Drawing fine line between education and activism
Is it any wonder that the new Occupy-anything-you-can-think-of ethos has made its way into public school classrooms?
Last week, Brooke Harris, an English and journalism teacher at a Pontiac, Mich., charter school, said she’d been wrongly fired for encouraging her students to organize a fundraiser for Trayvon Martin, the hoodie-wearing Florida teen who was shot while making his way home from a convenience store.
Harris told The Detroit Free Press that her students wanted to donate to the Martin family the proceeds from a day when students would pay to wear hoodies to school, with the hoods covering their heads, in order to show solidarity with the slain teen.
She had gotten permission for the fundraiser from her principal but the superintendent, Jacqueline Cassell, forbade Harris from moving forward because students flouting the no-head-coverings policy would disrupt the entire school. Cassell told the Free Press that though she objected to the fundraiser, “I certainly would not use this issue as a reason to terminate anybody.”
But Harris claims this is exactly what happened.
“I was told I was a bad teacher, that I was being unprofessional,” Harris said, “that I’m being paid to teach, not to be an activist.”
OK. Raise your hand if you believe wholeheartedly that public school teachers are employed by taxpayers to educate students in the academic subjects required for high school graduation—and not to feed students their personal political or social-issue opinions and encourage protests.
The problem is that it can be tough to spot a difference between a teacher who appropriately supports student efforts to exercise citizenship responsibilities taught in civics classes from one who serves as the impetus for an act of advocacy.
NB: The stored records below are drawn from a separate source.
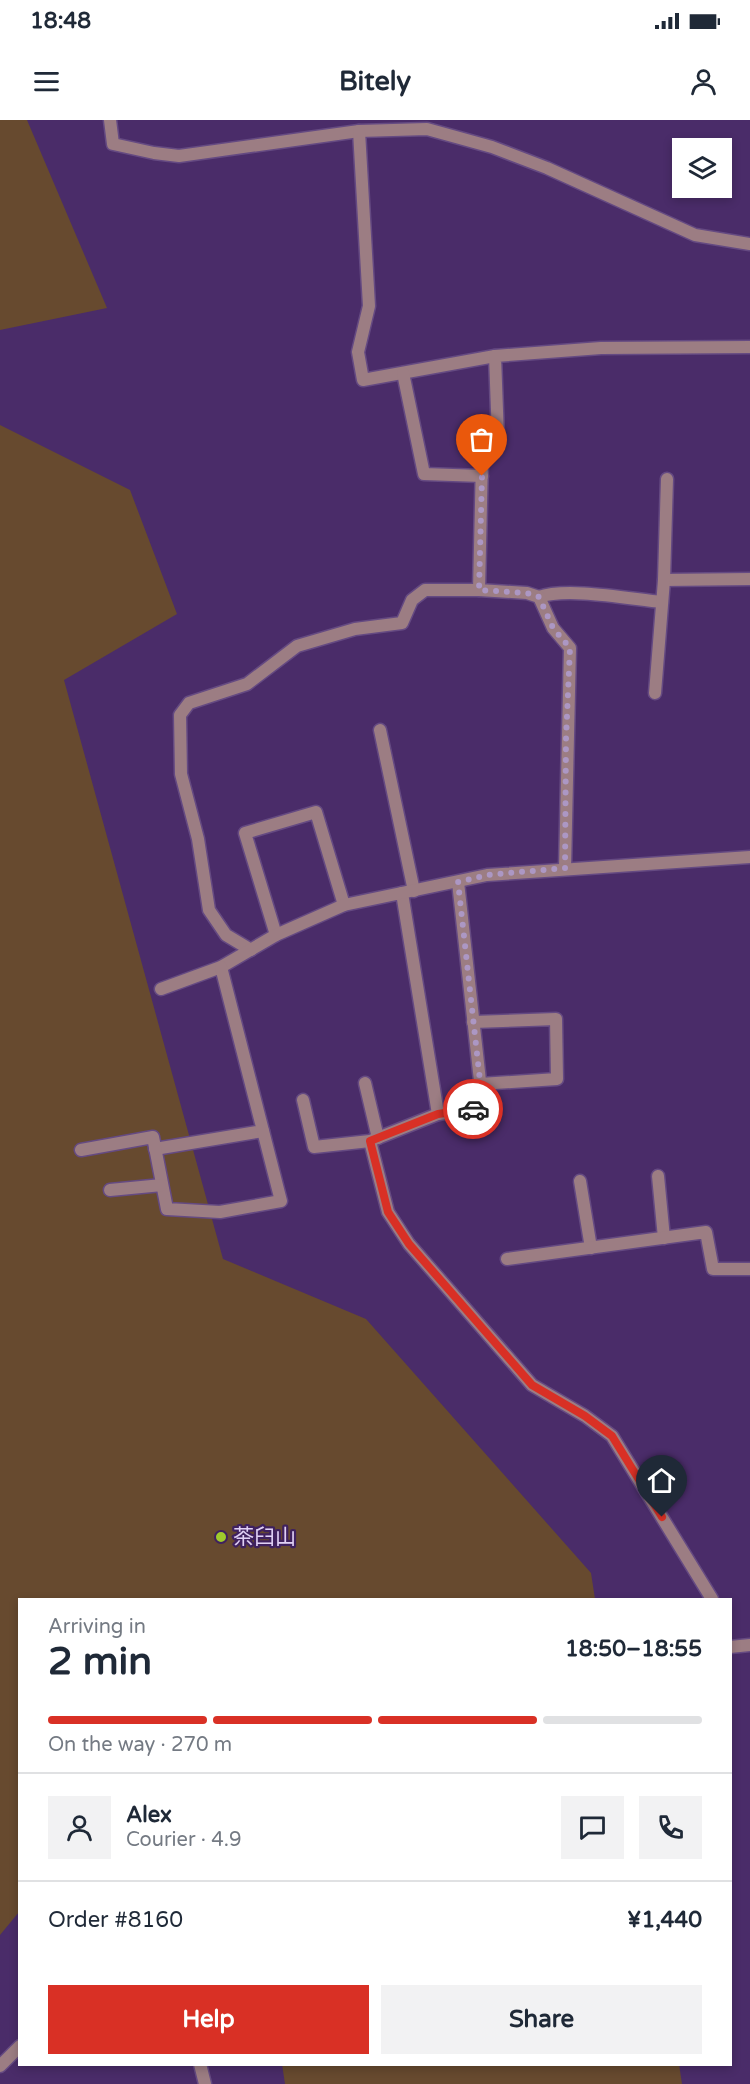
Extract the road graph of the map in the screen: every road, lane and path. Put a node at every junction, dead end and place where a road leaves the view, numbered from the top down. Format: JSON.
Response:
{"nodes":[{"id":1,"x":110,"y":120,"type":"edge"},
{"id":2,"x":359,"y":131,"type":"junction"},
{"id":3,"x":750,"y":244,"type":"edge"},
{"id":4,"x":750,"y":347,"type":"edge"},
{"id":5,"x":495,"y":356,"type":"junction"},
{"id":6,"x":403,"y":373,"type":"junction"},
{"id":7,"x":482,"y":476,"type":"junction"},
{"id":8,"x":667,"y":479,"type":"dead end"},
{"id":9,"x":750,"y":579,"type":"edge"},
{"id":10,"x":664,"y":580,"type":"junction"},
{"id":11,"x":479,"y":590,"type":"junction"},
{"id":12,"x":539,"y":597,"type":"junction"},
{"id":13,"x":662,"y":602,"type":"junction"},
{"id":14,"x":655,"y":693,"type":"dead end"},
{"id":15,"x":380,"y":730,"type":"dead end"},
{"id":16,"x":750,"y":857,"type":"edge"},
{"id":17,"x":565,"y":868,"type":"junction"},
{"id":18,"x":458,"y":882,"type":"junction"},
{"id":19,"x":408,"y":892,"type":"junction"},
{"id":20,"x":344,"y":905,"type":"junction"},
{"id":21,"x":276,"y":935,"type":"junction"},
{"id":22,"x":251,"y":950,"type":"junction"},
{"id":23,"x":221,"y":967,"type":"junction"},
{"id":24,"x":160,"y":990,"type":"dead end"},
{"id":25,"x":473,"y":1022,"type":"junction"},
{"id":26,"x":365,"y":1083,"type":"dead end"},
{"id":27,"x":480,"y":1084,"type":"junction"},
{"id":28,"x":303,"y":1100,"type":"dead end"},
{"id":29,"x":438,"y":1114,"type":"junction"},
{"id":30,"x":263,"y":1131,"type":"junction"},
{"id":31,"x":374,"y":1140,"type":"junction"},
{"id":32,"x":155,"y":1149,"type":"junction"},
{"id":33,"x":81,"y":1150,"type":"dead end"},
{"id":34,"x":658,"y":1176,"type":"dead end"},
{"id":35,"x":580,"y":1181,"type":"dead end"},
{"id":36,"x":162,"y":1185,"type":"junction"},
{"id":37,"x":110,"y":1190,"type":"dead end"},
{"id":38,"x":664,"y":1238,"type":"junction"},
{"id":39,"x":591,"y":1248,"type":"junction"},
{"id":40,"x":507,"y":1259,"type":"dead end"},
{"id":41,"x":750,"y":1269,"type":"edge"},
{"id":42,"x":711,"y":1598,"type":"edge"},
{"id":43,"x":750,"y":1645,"type":"edge"},
{"id":44,"x":732,"y":1647,"type":"edge"},
{"id":45,"x":18,"y":2048,"type":"edge"},
{"id":46,"x":0,"y":2066,"type":"edge"},
{"id":47,"x":200,"y":2066,"type":"edge"},
{"id":48,"x":205,"y":2084,"type":"edge"}],
"edges":[{"from":1,"to":2,"type":"street"},
{"from":2,"to":3,"type":"street"},
{"from":2,"to":6,"type":"street"},
{"from":4,"to":5,"type":"street"},
{"from":5,"to":6,"type":"street"},
{"from":5,"to":7,"type":"street"},
{"from":6,"to":7,"type":"street"},
{"from":7,"to":11,"type":"street"},
{"from":8,"to":10,"type":"street"},
{"from":9,"to":10,"type":"street"},
{"from":10,"to":13,"type":"street"},
{"from":11,"to":12,"type":"street"},
{"from":11,"to":22,"type":"street"},
{"from":12,"to":13,"type":"street"},
{"from":12,"to":17,"type":"street"},
{"from":13,"to":14,"type":"street"},
{"from":15,"to":19,"type":"street"},
{"from":16,"to":17,"type":"street"},
{"from":17,"to":18,"type":"street"},
{"from":18,"to":19,"type":"street"},
{"from":18,"to":25,"type":"street"},
{"from":19,"to":20,"type":"street"},
{"from":19,"to":29,"type":"street"},
{"from":20,"to":21,"type":"street"},
{"from":20,"to":21,"type":"street"},
{"from":21,"to":22,"type":"street"},
{"from":22,"to":23,"type":"street"},
{"from":23,"to":24,"type":"street"},
{"from":23,"to":30,"type":"street"},
{"from":25,"to":27,"type":"street"},
{"from":25,"to":27,"type":"street"},
{"from":26,"to":31,"type":"street"},
{"from":27,"to":29,"type":"street"},
{"from":28,"to":31,"type":"street"},
{"from":29,"to":31,"type":"street"},
{"from":30,"to":32,"type":"street"},
{"from":30,"to":36,"type":"street"},
{"from":31,"to":42,"type":"street"},
{"from":32,"to":33,"type":"street"},
{"from":32,"to":36,"type":"street"},
{"from":34,"to":38,"type":"street"},
{"from":35,"to":39,"type":"street"},
{"from":36,"to":37,"type":"street"},
{"from":38,"to":39,"type":"street"},
{"from":38,"to":41,"type":"street"},
{"from":39,"to":40,"type":"street"},
{"from":43,"to":44,"type":"street"},
{"from":45,"to":46,"type":"street"},
{"from":47,"to":48,"type":"street"}]}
And it’s not like teacher preparation programs routinely train new educators on how to teach critical thinking by addressing controversial current events and other touchy topics relevant to academic subject matter, with unbiased facts that present all sides of an argument. Such guidance usually isn’t a staple of teacher orientation at schools, either.
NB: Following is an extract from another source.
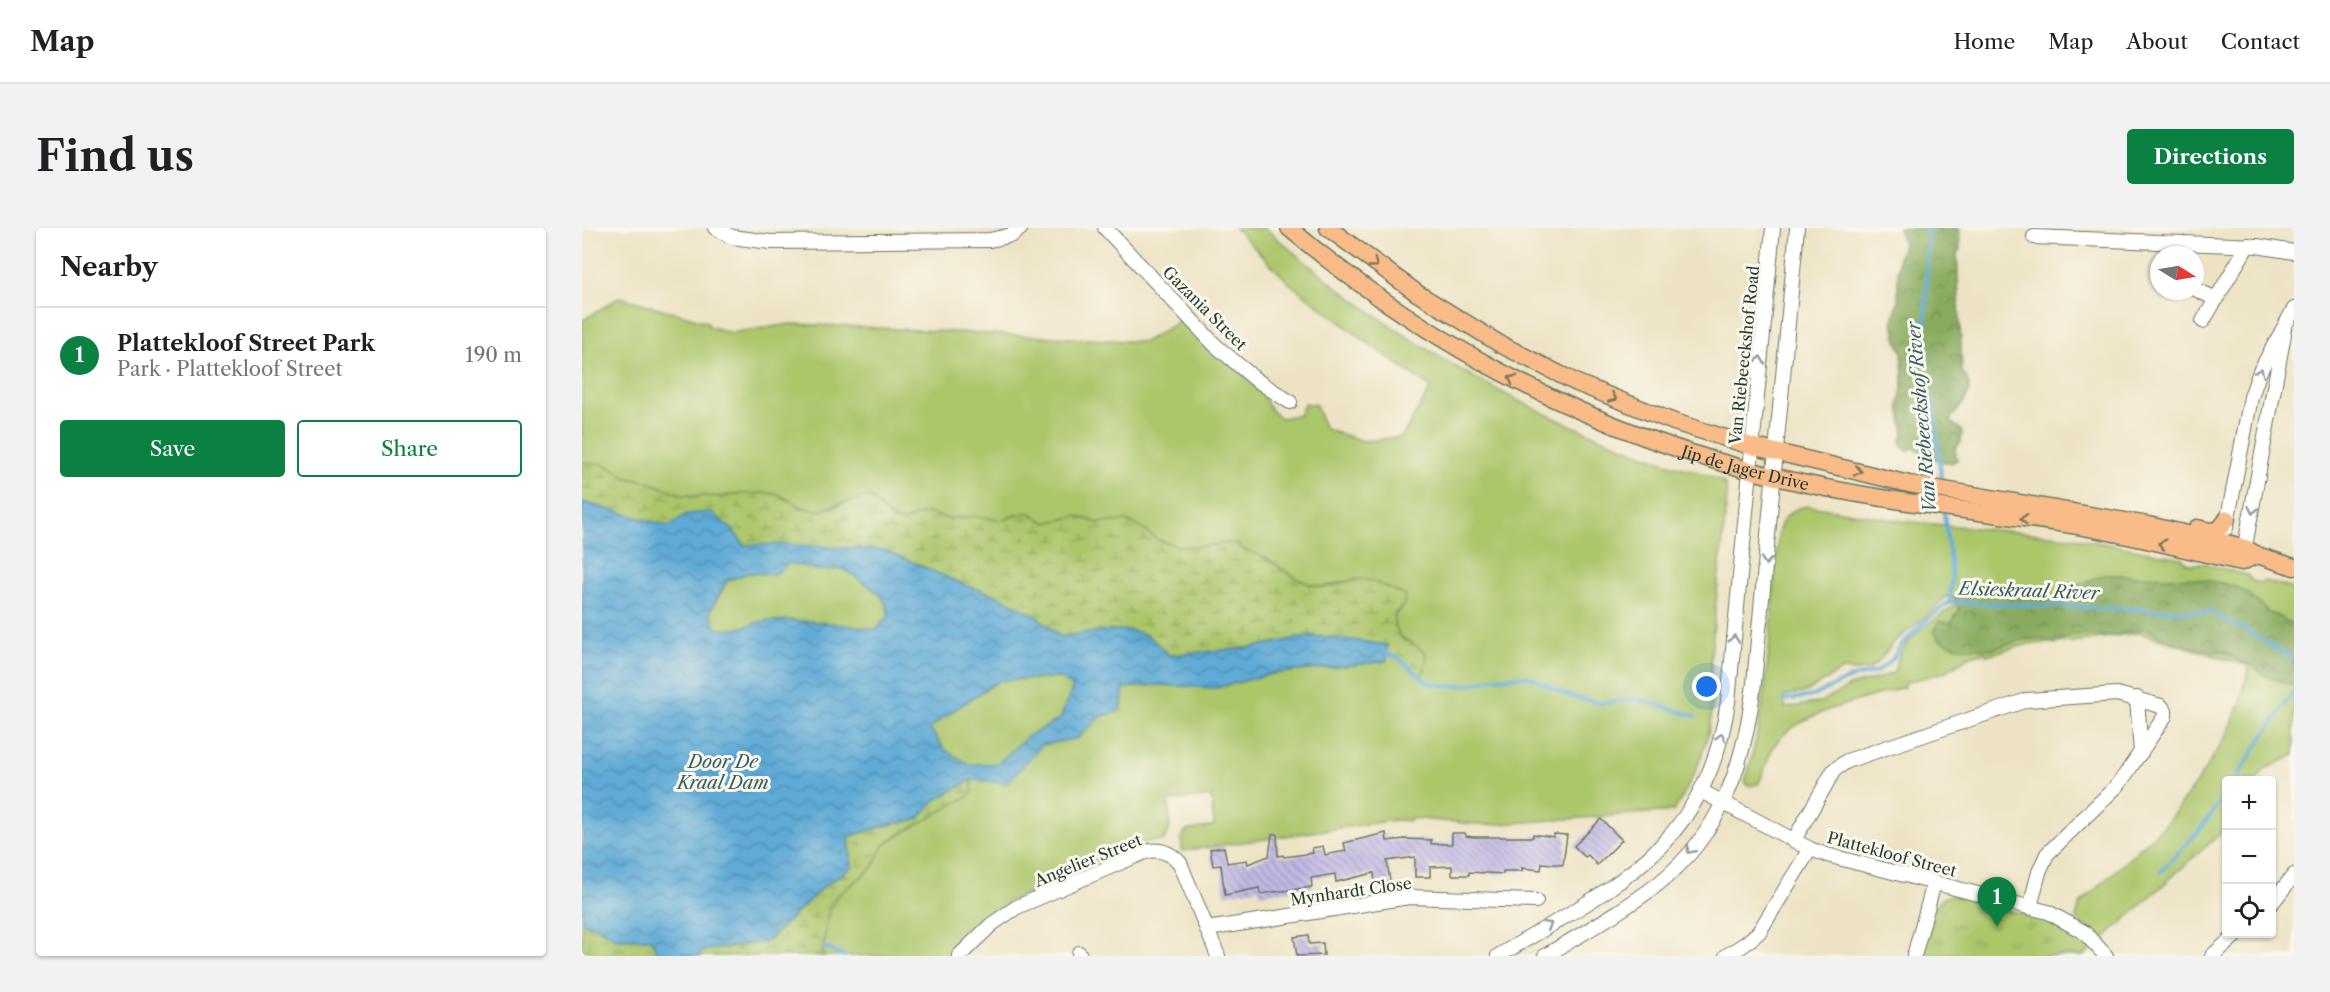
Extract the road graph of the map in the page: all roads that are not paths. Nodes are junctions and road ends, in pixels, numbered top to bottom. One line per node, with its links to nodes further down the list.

Given that, for the most part, teachers mold young minds behind closed doors, you have to wonder how any lesson can be slanted when presented by an activist teacher who feels it is part of his or her mission as an educator to pass their politics on to students.
Yes, I said “activist” teachers. They believe that part of their job involves teaching students about the injustices of the world and how to challenge them—which is fine, I suppose, if you happen to see eye-to-eye and heart-to-heart with a teacher’s social and political beliefs.
Go ahead, residents of New York City, Milwaukee, Chicago, San Francisco, Boston and Atlanta, check out teacheractivistgroups.org and learn the missions of organizations such as “Teachers 4 Social Justice,” “The Education for Liberation Network,” and the “Collective of Radical Educators.” All perfectly lovely organizations, I’m sure, if you don’t mind a little anarchy with your algebra.
I called Kyle Olson, founder of the reform organization Education Action Group, which routinely details examples of teachers who preach pro-union, anti-establishment political beliefs in their classrooms, and the author of “Indoctrination: How ‘Useful Idiots’ Are Using Our Schools to Subvert American Exceptionalism.” He offered an effective, nonpartisan tip for how all parents can navigate school situations that sometimes send kids home saying the darnedest things.
“Parents need to be engaged in the learning process,” Olson said. “They need to ask their kids: ‘What happened at school today?’ ‘What’s your homework?’ ‘What videos did you watch today?’ If you’re concerned, you need to find out more—nothing will change until parents complain.”
That works for teachers, as well. Protesters are demanding Harris’ reinstatement and have staged a rally for her. If she wasn’t out of line and was wrongly terminated for merely enabling her pupils to support a cause that they believed in, her students’ families are correct to exercise their right to complain online and on the streets to anyone who will listen.
Advocacy for your children is a lesson more parents need to put into practice.